THE TASK: A word-for-word restatement of every entry is what is needed here.

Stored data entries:

_ _ _ _

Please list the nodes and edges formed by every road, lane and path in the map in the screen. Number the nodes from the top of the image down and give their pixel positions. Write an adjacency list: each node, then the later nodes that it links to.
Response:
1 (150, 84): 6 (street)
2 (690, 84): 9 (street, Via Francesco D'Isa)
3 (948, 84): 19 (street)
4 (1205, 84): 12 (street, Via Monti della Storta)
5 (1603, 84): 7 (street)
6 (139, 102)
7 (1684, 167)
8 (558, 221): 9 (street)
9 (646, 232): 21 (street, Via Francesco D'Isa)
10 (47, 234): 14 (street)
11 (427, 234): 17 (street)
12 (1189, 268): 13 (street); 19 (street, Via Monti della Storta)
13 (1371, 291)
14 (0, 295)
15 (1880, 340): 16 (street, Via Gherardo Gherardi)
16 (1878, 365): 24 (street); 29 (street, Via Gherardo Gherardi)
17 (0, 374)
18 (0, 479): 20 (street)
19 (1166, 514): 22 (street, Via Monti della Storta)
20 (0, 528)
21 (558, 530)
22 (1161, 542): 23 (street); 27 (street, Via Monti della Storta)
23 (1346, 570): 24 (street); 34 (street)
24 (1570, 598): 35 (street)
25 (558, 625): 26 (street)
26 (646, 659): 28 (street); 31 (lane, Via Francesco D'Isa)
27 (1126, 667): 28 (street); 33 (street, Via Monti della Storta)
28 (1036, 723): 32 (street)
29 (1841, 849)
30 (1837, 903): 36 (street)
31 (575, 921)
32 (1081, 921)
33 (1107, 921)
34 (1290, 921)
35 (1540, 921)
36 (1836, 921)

_ _ _ _

ANSWER SPACE:
Please list the nodes and edges formed by every road, lane and path in the map in the screen. Number the nodes from the top of the image down and give their pixel positions. Write an adjacency list: each node, then the later nodes that it links to.
Response:
1 (150, 84): 6 (street)
2 (690, 84): 9 (street, Via Francesco D'Isa)
3 (948, 84): 19 (street)
4 (1205, 84): 12 (street, Via Monti della Storta)
5 (1603, 84): 7 (street)
6 (139, 102)
7 (1684, 167)
8 (558, 221): 9 (street)
9 (646, 232): 21 (street, Via Francesco D'Isa)
10 (47, 234): 14 (street)
11 (427, 234): 17 (street)
12 (1189, 268): 13 (street); 19 (street, Via Monti della Storta)
13 (1371, 291)
14 (0, 295)
15 (1880, 340): 16 (street, Via Gherardo Gherardi)
16 (1878, 365): 24 (street); 29 (street, Via Gherardo Gherardi)
17 (0, 374)
18 (0, 479): 20 (street)
19 (1166, 514): 22 (street, Via Monti della Storta)
20 (0, 528)
21 (558, 530)
22 (1161, 542): 23 (street); 27 (street, Via Monti della Storta)
23 (1346, 570): 24 (street); 34 (street)
24 (1570, 598): 35 (street)
25 (558, 625): 26 (street)
26 (646, 659): 28 (street); 31 (lane, Via Francesco D'Isa)
27 (1126, 667): 28 (street); 33 (street, Via Monti della Storta)
28 (1036, 723): 32 (street)
29 (1841, 849)
30 (1837, 903): 36 (street)
31 (575, 921)
32 (1081, 921)
33 (1107, 921)
34 (1290, 921)
35 (1540, 921)
36 (1836, 921)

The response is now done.